### Directions for this task
Each line of the data below from the one holding "import math" to the one holding "if min(w, h)", inclusive, is to be reproduced exactly; no other line belongs in the answer.

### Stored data
● ● ● ● ● ● ●

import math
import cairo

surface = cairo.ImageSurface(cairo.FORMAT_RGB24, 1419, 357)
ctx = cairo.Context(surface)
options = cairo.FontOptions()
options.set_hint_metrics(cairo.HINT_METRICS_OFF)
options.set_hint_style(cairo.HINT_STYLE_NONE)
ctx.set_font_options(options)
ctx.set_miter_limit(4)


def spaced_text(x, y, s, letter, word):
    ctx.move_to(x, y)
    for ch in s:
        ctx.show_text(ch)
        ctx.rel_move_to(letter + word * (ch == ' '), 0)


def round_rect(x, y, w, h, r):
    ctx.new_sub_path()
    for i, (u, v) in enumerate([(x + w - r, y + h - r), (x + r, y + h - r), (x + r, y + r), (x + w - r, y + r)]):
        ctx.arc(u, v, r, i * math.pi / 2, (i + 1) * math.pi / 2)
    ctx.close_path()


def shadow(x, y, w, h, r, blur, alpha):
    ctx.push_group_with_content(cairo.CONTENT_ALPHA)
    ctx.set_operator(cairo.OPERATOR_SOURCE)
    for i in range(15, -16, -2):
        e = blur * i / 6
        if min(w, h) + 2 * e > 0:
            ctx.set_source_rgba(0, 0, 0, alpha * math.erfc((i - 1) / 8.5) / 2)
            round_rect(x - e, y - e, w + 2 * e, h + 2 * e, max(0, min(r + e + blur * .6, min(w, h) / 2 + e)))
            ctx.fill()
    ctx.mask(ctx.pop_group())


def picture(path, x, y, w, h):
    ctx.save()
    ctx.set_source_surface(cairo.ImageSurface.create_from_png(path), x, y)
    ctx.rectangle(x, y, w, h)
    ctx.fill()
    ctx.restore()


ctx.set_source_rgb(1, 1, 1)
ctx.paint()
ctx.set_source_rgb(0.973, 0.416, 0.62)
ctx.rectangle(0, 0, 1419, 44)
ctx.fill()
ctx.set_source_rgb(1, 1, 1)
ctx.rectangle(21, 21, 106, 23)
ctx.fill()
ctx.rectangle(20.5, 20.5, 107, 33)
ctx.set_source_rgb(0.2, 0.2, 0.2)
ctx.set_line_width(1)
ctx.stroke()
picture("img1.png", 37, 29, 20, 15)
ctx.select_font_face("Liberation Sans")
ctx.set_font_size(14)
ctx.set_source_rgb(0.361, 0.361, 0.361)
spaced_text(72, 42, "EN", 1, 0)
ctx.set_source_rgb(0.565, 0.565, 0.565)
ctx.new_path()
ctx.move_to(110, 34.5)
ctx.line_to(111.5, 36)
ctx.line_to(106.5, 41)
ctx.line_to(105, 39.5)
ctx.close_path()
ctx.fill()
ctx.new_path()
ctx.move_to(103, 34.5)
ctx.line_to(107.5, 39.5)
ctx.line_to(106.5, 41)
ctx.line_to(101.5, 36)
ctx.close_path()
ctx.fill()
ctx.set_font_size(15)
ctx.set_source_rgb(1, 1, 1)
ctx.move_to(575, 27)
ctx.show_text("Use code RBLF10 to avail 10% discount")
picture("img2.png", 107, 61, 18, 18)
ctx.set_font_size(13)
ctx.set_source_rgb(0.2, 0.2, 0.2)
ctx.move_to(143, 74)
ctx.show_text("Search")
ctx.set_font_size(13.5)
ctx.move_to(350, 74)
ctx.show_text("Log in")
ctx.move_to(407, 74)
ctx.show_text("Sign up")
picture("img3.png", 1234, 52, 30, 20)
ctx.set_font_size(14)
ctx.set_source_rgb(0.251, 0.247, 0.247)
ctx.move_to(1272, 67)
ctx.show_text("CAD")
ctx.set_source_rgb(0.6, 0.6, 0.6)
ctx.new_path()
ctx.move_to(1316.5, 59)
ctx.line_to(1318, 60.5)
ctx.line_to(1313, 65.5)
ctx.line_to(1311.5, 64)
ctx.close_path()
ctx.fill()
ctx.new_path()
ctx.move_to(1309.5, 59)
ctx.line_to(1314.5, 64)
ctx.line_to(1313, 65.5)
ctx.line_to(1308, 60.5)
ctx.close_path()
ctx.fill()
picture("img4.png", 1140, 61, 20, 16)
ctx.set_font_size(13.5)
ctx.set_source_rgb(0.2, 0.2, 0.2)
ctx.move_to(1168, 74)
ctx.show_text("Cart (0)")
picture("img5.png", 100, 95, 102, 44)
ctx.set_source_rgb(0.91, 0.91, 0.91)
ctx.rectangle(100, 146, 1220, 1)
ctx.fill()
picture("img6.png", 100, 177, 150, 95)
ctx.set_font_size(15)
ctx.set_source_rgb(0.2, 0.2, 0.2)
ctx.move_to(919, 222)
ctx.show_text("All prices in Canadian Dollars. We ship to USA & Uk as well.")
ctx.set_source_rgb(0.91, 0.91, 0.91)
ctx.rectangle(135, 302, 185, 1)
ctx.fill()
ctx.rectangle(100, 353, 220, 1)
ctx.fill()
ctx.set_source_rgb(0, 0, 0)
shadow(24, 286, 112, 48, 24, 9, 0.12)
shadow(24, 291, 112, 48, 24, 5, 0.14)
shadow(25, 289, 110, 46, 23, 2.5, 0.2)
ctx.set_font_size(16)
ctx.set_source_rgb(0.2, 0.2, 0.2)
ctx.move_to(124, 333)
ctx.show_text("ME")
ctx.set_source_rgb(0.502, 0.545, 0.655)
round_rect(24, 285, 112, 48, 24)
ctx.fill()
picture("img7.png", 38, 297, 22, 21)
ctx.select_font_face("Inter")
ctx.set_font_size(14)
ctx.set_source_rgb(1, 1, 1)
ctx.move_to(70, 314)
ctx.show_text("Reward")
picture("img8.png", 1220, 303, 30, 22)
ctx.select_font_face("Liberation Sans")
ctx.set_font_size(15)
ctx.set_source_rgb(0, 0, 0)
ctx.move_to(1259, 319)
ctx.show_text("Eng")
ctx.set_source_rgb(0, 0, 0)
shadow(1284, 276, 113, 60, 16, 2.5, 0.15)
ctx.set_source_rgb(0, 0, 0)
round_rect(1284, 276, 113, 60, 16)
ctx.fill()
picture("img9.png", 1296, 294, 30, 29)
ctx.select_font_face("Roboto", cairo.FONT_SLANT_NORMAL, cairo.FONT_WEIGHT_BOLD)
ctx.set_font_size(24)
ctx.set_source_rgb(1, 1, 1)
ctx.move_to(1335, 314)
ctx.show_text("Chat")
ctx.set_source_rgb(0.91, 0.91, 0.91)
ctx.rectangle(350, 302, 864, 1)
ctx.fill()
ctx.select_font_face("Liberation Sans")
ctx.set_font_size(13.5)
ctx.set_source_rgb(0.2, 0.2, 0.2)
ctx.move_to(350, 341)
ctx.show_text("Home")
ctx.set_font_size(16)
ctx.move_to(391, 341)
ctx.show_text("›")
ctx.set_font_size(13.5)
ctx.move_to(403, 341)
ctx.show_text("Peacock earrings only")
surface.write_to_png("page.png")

● ● ● ● ● ● ●

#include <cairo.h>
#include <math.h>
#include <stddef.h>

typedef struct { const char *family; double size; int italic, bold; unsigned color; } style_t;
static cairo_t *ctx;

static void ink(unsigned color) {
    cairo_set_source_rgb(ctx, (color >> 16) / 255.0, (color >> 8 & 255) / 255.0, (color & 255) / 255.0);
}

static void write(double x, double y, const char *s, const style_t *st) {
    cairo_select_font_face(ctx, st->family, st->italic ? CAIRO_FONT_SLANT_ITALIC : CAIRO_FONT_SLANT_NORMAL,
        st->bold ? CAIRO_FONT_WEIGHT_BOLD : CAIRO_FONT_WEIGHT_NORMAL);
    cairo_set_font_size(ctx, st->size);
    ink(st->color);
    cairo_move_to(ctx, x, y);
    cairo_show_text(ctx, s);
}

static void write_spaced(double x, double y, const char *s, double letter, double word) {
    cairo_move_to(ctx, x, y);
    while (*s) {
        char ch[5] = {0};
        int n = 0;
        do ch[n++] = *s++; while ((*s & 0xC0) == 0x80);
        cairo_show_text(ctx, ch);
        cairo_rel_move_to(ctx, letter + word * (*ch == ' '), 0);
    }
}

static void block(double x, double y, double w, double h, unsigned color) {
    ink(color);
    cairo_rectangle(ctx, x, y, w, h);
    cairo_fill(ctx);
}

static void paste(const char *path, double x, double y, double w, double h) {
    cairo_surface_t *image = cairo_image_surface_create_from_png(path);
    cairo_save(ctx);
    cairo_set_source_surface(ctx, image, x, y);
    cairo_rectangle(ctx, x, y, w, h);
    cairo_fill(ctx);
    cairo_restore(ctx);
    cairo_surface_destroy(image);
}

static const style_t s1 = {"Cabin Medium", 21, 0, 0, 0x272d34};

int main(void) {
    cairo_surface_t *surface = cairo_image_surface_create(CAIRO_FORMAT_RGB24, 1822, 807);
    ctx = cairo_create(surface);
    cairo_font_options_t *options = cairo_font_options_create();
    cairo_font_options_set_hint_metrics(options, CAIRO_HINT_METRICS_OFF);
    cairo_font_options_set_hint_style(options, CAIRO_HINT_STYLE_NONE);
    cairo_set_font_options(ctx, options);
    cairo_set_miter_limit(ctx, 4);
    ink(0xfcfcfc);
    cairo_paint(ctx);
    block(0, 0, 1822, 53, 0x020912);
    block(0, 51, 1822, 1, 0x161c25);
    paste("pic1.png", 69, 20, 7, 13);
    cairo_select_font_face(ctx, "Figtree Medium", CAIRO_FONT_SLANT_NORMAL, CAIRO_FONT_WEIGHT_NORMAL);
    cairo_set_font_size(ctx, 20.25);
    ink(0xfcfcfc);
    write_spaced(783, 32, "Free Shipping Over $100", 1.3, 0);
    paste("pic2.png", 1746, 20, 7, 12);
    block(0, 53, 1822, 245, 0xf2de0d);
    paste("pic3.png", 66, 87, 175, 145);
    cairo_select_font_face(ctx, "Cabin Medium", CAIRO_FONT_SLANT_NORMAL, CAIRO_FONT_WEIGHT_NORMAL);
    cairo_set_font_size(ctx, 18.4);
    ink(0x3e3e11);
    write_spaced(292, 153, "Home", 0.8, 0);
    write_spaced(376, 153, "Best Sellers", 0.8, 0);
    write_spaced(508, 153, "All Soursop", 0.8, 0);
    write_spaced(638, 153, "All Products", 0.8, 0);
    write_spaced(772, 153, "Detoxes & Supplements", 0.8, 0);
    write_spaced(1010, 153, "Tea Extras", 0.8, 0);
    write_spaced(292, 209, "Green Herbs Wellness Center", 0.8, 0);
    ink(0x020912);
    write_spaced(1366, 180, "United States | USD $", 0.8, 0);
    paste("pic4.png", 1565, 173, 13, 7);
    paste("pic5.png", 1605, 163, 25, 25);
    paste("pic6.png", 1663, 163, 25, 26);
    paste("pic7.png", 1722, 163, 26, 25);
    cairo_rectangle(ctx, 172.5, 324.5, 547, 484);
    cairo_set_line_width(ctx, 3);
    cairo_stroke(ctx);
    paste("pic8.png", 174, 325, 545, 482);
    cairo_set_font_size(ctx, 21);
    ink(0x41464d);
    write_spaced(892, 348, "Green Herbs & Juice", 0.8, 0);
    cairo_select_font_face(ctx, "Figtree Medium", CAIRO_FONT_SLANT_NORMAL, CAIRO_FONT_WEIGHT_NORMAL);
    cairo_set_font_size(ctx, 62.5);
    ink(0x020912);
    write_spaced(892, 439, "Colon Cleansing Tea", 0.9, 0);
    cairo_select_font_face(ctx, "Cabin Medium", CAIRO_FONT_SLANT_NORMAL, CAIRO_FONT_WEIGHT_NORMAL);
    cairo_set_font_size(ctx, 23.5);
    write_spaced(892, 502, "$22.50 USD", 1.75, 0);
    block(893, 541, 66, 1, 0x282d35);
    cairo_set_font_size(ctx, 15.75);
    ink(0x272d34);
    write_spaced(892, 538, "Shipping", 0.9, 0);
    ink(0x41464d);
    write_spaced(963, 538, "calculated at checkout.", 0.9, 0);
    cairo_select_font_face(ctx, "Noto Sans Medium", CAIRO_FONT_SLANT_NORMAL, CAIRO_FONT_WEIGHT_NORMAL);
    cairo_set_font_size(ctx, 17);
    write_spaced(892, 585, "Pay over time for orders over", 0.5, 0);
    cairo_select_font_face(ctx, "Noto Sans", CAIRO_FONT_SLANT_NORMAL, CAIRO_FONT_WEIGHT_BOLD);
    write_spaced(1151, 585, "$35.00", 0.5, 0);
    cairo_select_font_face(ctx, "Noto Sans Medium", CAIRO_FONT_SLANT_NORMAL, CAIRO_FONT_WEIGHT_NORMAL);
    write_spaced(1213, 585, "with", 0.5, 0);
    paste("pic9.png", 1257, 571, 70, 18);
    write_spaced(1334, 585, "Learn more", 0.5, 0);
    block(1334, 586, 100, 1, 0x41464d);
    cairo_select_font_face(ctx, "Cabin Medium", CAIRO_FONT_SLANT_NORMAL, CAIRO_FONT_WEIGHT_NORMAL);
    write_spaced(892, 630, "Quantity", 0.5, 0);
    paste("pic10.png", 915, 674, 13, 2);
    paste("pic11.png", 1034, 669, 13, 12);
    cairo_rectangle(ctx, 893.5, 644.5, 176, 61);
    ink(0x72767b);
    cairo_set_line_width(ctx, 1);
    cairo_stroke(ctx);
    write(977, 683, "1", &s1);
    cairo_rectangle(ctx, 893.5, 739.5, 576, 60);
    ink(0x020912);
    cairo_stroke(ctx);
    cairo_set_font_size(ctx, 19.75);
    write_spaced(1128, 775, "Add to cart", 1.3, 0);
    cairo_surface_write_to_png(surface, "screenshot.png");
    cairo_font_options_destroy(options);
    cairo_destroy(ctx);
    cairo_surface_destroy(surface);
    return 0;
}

● ● ● ● ● ● ●

### Exercise answer
import math
import cairo

surface = cairo.ImageSurface(cairo.FORMAT_RGB24, 1419, 357)
ctx = cairo.Context(surface)
options = cairo.FontOptions()
options.set_hint_metrics(cairo.HINT_METRICS_OFF)
options.set_hint_style(cairo.HINT_STYLE_NONE)
ctx.set_font_options(options)
ctx.set_miter_limit(4)


def spaced_text(x, y, s, letter, word):
    ctx.move_to(x, y)
    for ch in s:
        ctx.show_text(ch)
        ctx.rel_move_to(letter + word * (ch == ' '), 0)


def round_rect(x, y, w, h, r):
    ctx.new_sub_path()
    for i, (u, v) in enumerate([(x + w - r, y + h - r), (x + r, y + h - r), (x + r, y + r), (x + w - r, y + r)]):
        ctx.arc(u, v, r, i * math.pi / 2, (i + 1) * math.pi / 2)
    ctx.close_path()


def shadow(x, y, w, h, r, blur, alpha):
    ctx.push_group_with_content(cairo.CONTENT_ALPHA)
    ctx.set_operator(cairo.OPERATOR_SOURCE)
    for i in range(15, -16, -2):
        e = blur * i / 6
        if min(w, h) + 2 * e > 0:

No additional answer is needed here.